───── Supplied data ─────

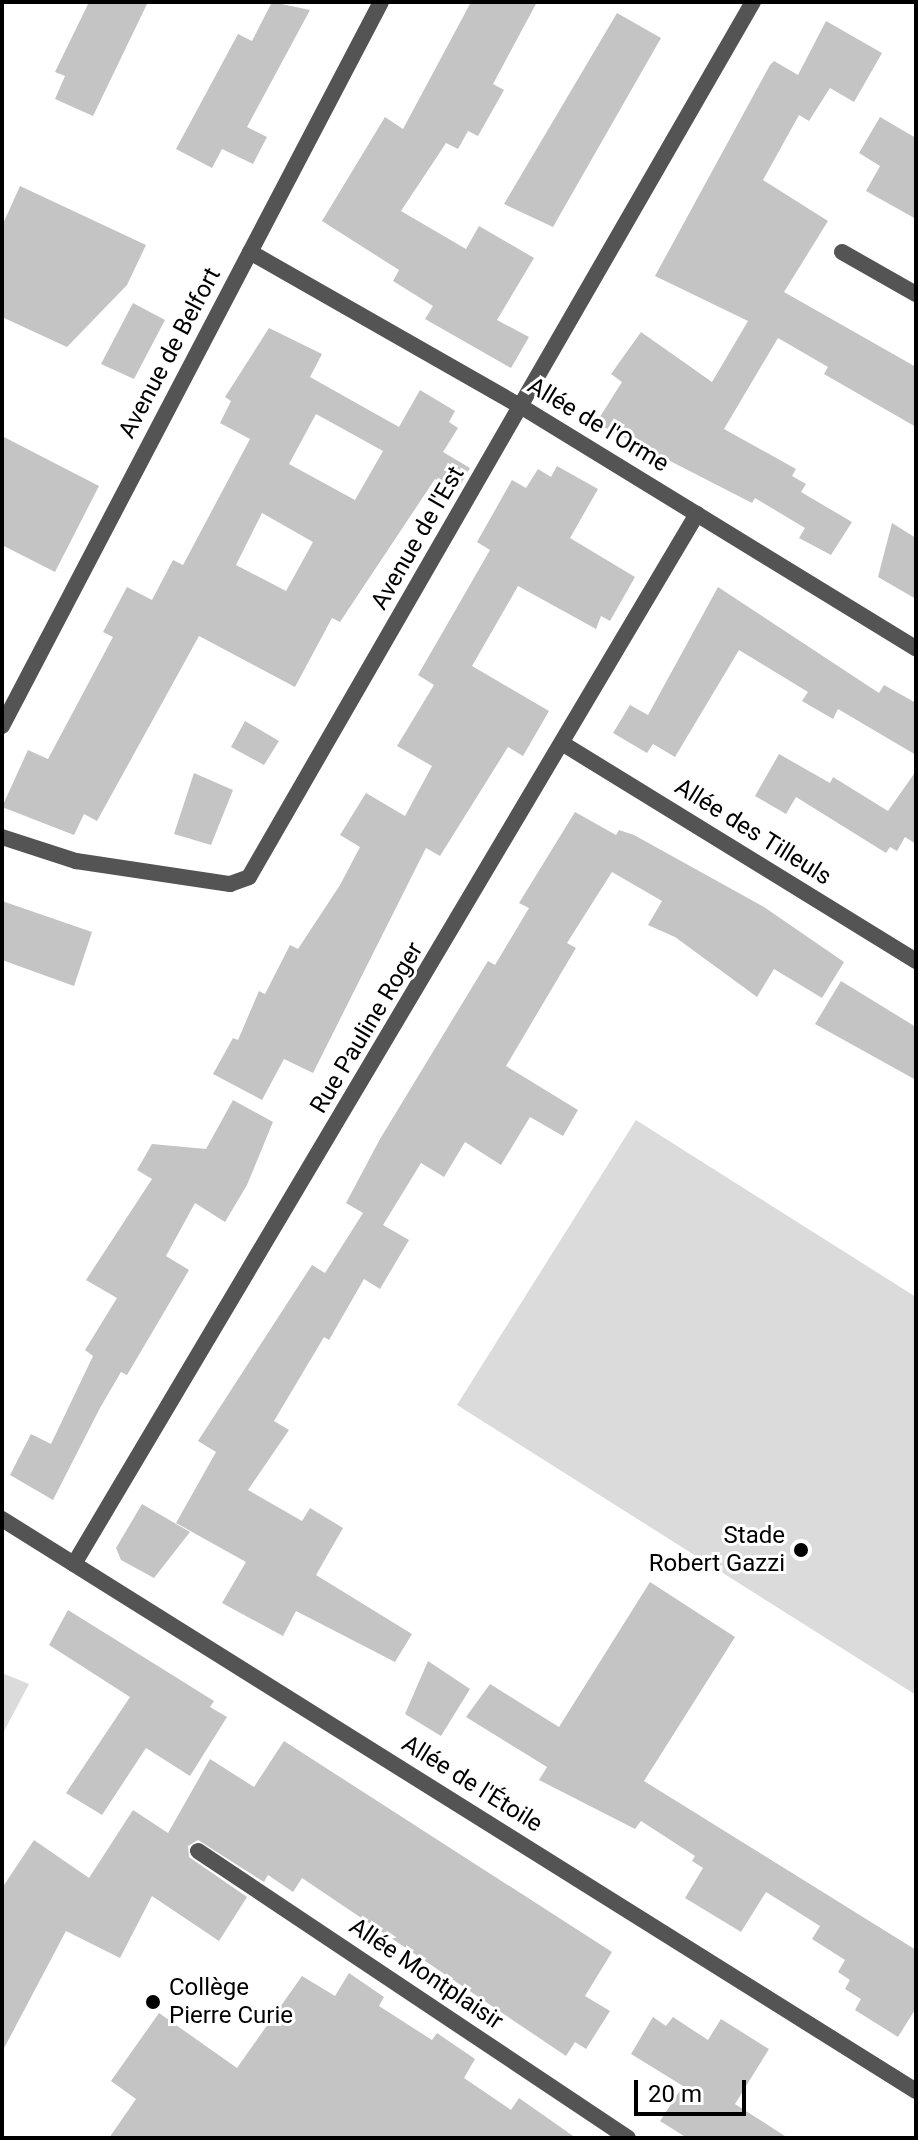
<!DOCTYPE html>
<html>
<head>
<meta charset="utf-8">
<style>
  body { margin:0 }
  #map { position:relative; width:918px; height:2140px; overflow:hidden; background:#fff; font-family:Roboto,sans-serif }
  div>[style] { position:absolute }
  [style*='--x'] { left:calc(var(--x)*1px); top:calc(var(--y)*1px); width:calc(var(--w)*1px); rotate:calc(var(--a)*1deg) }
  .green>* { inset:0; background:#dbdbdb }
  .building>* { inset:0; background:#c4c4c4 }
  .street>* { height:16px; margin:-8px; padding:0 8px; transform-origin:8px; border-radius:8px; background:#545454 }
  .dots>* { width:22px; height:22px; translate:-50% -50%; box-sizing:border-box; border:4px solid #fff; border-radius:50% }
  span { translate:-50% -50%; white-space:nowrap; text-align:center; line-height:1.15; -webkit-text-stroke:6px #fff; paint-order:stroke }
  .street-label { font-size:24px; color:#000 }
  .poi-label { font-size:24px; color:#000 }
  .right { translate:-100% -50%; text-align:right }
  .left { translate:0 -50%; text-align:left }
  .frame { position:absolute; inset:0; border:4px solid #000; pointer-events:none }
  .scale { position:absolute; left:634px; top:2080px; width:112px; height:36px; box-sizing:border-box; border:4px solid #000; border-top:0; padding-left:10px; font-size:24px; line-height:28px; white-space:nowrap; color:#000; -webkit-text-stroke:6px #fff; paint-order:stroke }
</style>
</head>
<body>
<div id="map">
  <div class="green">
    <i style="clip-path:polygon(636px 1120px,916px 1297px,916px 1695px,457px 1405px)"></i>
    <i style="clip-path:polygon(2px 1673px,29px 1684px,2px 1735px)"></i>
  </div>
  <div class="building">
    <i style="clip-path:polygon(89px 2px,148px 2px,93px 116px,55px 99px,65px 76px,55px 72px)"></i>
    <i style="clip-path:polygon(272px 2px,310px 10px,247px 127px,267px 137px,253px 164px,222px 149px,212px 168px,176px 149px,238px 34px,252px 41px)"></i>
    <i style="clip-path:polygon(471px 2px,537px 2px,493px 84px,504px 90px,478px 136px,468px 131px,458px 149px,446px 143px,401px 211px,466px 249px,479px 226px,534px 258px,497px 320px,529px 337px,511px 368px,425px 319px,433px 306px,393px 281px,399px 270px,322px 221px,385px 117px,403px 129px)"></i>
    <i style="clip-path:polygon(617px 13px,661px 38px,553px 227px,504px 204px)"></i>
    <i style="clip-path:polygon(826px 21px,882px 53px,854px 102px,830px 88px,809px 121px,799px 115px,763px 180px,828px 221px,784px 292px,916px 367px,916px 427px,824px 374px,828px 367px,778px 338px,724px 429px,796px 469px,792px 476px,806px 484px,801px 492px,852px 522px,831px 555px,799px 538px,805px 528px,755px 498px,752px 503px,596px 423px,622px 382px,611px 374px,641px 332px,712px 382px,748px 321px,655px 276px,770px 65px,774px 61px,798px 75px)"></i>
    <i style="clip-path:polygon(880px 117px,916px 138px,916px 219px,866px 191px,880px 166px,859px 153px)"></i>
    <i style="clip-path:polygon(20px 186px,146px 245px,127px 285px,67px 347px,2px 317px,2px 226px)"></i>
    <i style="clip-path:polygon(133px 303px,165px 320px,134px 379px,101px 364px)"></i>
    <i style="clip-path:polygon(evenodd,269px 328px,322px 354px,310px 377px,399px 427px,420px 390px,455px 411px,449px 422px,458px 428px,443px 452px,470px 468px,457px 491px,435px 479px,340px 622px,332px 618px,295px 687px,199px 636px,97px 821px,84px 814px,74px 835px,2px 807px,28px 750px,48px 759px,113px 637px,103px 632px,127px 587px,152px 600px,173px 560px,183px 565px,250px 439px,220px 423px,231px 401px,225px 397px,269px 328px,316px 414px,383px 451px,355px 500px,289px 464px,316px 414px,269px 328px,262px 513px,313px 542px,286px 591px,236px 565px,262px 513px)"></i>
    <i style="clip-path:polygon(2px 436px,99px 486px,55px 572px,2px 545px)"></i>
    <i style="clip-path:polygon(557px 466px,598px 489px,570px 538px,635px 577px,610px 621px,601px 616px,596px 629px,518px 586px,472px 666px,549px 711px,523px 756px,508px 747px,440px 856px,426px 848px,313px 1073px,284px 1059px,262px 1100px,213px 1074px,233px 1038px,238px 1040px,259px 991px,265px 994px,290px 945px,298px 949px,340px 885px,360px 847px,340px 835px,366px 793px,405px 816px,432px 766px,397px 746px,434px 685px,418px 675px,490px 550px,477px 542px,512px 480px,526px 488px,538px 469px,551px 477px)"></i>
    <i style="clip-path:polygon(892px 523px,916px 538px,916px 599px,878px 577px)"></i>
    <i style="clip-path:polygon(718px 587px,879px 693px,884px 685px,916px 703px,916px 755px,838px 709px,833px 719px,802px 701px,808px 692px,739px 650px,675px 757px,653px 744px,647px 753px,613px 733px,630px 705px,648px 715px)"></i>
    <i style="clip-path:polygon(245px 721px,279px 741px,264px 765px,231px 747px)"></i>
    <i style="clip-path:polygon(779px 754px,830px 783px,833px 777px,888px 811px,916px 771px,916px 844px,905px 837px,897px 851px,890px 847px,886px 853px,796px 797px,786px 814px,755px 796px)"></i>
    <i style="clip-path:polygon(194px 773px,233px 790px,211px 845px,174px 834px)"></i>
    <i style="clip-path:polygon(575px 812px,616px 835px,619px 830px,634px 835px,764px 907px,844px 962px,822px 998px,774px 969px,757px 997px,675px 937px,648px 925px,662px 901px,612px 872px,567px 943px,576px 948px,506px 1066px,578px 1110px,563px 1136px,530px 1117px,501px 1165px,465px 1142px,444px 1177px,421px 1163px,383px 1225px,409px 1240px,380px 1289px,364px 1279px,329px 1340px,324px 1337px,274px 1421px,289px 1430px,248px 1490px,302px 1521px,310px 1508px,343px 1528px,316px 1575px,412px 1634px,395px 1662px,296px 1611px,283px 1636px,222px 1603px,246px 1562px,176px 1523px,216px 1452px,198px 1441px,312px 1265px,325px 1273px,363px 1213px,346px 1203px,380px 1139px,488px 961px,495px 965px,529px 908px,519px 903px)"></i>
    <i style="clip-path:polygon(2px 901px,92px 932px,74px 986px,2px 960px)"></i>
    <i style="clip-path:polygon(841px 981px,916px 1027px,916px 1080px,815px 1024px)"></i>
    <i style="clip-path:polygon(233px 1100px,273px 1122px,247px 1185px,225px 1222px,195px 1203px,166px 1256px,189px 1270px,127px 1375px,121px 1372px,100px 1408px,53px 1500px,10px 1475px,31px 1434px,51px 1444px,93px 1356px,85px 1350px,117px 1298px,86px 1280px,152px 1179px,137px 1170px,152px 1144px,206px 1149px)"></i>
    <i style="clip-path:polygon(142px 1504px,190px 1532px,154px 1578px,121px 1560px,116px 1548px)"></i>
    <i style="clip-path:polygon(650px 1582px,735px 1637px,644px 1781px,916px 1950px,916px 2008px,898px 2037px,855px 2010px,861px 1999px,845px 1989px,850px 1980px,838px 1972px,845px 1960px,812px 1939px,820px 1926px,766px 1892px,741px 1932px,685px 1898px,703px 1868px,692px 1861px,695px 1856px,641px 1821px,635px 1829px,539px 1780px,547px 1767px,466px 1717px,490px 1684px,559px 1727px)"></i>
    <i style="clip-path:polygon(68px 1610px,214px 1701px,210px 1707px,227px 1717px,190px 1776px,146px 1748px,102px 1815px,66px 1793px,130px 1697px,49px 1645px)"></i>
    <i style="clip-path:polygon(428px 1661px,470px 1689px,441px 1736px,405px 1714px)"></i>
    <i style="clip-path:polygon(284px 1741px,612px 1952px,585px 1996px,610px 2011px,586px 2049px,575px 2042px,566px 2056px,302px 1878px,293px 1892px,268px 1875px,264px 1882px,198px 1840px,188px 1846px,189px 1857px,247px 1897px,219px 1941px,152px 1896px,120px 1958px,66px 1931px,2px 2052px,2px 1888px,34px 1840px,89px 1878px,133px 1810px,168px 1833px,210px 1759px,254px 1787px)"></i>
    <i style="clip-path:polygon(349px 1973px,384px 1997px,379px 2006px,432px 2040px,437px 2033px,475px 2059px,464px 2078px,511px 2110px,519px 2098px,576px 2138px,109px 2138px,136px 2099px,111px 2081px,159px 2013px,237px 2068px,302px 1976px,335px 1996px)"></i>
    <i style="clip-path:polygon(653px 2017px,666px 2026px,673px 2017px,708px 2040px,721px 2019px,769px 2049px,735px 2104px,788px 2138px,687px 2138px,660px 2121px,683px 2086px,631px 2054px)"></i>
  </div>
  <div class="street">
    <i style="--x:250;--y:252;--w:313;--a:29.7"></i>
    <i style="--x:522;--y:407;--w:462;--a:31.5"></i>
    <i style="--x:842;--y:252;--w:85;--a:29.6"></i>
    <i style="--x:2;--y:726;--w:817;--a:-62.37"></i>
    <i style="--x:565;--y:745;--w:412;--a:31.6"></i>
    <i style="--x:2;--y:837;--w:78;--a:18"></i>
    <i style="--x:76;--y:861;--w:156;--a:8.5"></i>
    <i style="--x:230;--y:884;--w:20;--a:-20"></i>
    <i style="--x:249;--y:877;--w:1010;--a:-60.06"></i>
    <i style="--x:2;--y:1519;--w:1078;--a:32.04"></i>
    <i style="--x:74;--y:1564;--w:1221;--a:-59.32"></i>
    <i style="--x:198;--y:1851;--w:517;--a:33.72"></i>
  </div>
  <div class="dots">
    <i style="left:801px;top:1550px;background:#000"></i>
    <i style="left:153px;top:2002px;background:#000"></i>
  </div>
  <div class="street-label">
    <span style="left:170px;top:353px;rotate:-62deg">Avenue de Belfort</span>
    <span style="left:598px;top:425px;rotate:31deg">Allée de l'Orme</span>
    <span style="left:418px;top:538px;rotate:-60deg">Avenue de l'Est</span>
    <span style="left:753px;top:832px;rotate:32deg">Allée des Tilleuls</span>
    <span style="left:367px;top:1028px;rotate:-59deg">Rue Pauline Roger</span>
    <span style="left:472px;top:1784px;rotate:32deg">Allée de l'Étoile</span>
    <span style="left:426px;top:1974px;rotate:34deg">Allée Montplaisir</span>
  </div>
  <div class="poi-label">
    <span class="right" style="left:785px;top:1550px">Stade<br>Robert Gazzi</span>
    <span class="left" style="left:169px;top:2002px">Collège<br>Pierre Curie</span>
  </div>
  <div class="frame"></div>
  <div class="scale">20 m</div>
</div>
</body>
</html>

─────
───── Supplied data ─────

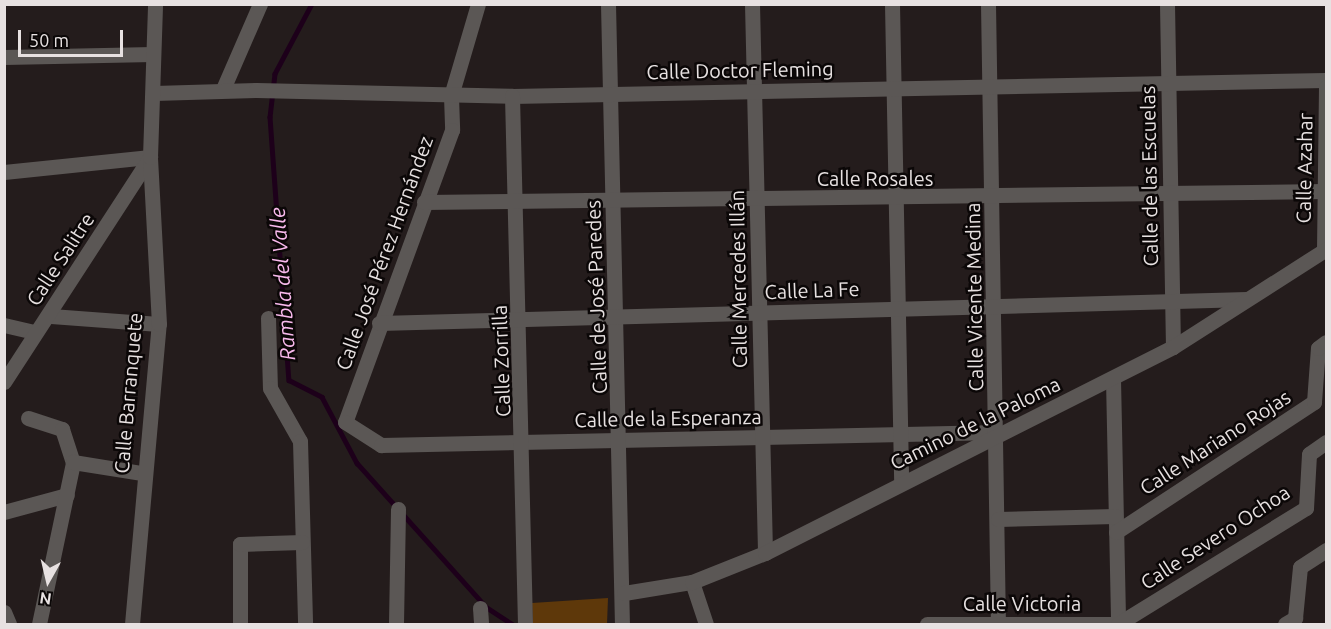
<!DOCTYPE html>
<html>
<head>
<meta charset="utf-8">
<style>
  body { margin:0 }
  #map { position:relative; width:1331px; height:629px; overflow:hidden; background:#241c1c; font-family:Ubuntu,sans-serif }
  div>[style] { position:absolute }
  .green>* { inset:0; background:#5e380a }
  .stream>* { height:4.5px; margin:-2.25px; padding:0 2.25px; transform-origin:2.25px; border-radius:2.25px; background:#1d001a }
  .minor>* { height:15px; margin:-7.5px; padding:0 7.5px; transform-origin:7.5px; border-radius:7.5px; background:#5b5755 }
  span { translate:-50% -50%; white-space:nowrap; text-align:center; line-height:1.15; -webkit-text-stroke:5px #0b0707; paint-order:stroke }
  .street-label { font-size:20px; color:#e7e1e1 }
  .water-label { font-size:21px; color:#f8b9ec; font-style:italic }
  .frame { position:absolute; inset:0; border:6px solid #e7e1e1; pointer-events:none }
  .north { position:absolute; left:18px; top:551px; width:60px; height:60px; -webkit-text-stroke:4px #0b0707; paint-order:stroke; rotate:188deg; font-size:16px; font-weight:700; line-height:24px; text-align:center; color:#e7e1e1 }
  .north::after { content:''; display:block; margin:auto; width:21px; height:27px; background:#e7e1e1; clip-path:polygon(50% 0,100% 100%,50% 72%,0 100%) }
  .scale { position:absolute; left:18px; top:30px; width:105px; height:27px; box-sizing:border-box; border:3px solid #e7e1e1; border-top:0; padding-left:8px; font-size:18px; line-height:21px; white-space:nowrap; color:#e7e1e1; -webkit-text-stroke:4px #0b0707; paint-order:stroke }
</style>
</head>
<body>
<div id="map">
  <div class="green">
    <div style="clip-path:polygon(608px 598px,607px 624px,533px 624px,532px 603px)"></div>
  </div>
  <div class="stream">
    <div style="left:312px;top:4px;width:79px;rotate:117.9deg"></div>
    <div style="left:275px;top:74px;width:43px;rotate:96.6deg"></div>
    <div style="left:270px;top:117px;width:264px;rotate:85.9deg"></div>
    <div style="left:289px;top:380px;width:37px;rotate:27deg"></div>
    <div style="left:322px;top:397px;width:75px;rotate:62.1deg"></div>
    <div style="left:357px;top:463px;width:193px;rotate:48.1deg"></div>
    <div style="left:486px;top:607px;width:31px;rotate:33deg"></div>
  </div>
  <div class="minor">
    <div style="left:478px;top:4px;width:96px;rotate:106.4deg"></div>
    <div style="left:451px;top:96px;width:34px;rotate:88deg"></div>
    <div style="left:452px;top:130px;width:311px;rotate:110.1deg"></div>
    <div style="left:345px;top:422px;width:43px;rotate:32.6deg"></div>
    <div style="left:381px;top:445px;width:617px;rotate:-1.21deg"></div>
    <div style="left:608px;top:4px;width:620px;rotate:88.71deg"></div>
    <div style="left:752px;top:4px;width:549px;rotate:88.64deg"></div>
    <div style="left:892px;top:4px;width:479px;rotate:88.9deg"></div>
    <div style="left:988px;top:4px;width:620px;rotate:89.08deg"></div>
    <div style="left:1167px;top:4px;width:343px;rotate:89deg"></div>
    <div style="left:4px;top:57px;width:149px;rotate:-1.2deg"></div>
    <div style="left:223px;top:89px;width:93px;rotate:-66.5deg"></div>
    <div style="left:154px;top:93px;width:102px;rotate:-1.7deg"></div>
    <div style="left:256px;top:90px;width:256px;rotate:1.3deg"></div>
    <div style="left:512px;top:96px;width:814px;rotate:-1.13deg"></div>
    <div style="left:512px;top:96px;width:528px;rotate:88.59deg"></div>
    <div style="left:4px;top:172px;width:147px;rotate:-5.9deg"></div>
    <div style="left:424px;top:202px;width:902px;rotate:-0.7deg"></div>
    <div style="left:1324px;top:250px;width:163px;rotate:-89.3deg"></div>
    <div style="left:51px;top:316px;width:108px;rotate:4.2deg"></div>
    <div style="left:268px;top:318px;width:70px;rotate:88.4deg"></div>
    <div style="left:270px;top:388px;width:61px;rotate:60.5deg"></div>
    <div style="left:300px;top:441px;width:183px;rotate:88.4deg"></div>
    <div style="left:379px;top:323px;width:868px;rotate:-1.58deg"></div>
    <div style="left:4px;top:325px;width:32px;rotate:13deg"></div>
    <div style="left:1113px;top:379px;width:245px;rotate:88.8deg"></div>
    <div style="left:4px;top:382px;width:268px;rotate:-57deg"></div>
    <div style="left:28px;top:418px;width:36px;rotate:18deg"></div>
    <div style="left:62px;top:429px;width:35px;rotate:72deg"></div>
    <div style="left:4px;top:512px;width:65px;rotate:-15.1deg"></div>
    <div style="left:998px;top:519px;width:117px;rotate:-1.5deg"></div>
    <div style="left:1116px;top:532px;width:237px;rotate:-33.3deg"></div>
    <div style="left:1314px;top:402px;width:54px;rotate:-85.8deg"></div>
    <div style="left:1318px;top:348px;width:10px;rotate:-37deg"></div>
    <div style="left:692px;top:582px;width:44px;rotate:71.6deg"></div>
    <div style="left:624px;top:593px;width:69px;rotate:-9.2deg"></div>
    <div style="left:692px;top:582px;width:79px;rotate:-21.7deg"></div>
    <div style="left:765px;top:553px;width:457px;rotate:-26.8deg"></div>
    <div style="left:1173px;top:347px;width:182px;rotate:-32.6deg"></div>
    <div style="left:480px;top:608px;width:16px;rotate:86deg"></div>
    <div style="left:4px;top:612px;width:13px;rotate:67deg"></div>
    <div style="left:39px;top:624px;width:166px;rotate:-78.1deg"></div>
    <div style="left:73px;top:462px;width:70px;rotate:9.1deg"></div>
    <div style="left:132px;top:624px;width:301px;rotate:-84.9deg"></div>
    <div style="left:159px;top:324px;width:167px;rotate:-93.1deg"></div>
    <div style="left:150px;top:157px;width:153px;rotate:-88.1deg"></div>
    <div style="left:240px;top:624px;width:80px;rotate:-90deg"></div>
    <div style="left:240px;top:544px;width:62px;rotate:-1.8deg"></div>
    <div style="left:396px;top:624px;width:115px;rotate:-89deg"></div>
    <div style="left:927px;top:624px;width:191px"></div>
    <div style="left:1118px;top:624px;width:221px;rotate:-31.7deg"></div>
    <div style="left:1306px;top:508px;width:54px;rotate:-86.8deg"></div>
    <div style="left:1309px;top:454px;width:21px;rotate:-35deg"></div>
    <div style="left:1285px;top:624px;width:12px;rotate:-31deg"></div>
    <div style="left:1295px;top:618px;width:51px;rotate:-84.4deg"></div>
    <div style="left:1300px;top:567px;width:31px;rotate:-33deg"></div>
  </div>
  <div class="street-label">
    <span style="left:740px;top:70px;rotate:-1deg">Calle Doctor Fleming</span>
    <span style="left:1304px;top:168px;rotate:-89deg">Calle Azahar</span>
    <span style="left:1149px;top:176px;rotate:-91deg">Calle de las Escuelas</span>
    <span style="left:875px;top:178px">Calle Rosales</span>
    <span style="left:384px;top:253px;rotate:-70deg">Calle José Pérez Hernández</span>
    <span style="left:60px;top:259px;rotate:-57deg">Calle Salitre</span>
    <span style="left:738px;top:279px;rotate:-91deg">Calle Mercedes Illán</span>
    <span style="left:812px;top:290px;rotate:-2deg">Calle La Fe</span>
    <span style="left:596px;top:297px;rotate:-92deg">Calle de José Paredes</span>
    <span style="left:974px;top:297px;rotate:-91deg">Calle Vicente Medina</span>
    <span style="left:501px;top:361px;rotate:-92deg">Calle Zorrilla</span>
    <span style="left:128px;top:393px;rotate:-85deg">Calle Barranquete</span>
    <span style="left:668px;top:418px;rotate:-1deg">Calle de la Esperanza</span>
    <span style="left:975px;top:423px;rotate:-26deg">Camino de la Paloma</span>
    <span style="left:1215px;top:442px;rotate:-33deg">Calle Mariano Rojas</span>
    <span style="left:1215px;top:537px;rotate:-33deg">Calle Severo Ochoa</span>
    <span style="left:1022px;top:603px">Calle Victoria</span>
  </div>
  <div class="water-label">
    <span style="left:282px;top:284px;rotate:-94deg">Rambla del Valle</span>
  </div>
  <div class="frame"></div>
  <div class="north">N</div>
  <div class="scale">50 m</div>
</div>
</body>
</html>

─────

Exercise goal:
Reproduce each line of the material that mentions "serif".

Answer below:
  #map { position:relative; width:918px; height:2140px; overflow:hidden; background:#fff; font-family:Roboto,sans-serif }
  #map { position:relative; width:1331px; height:629px; overflow:hidden; background:#241c1c; font-family:Ubuntu,sans-serif }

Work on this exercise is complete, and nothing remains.